_Prompt_
Nothing but the lines from the one with "index tip: (156, 111)" through the end of the records below should be written out, and each must match word for word.

_Provided material_
# # # # # # #
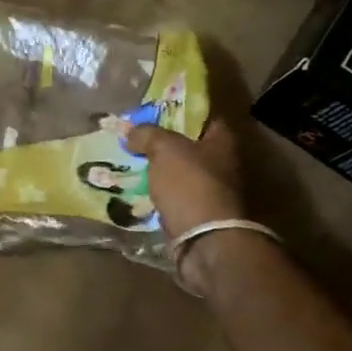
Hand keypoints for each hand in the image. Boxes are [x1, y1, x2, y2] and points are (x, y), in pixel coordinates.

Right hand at [126, 120, 247, 289]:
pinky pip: (173, 197)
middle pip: (190, 147)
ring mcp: (211, 192)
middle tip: (135, 138)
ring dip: (159, 170)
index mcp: (222, 143)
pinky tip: (137, 190)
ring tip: (129, 163)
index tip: (156, 111)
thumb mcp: (164, 148)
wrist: (204, 240)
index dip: (182, 112)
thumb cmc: (190, 184)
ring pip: (179, 174)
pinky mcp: (197, 215)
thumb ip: (148, 134)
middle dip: (164, 143)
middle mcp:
# # # # # # #
_Solution to this task_
index tip: (156, 111)
thumb mcp: (164, 148)
wrist: (204, 240)
index dip: (182, 112)
thumb cmc: (190, 184)
ring pip: (179, 174)
pinky mcp: (197, 215)
thumb ip: (148, 134)
middle dip: (164, 143)
middle mcp:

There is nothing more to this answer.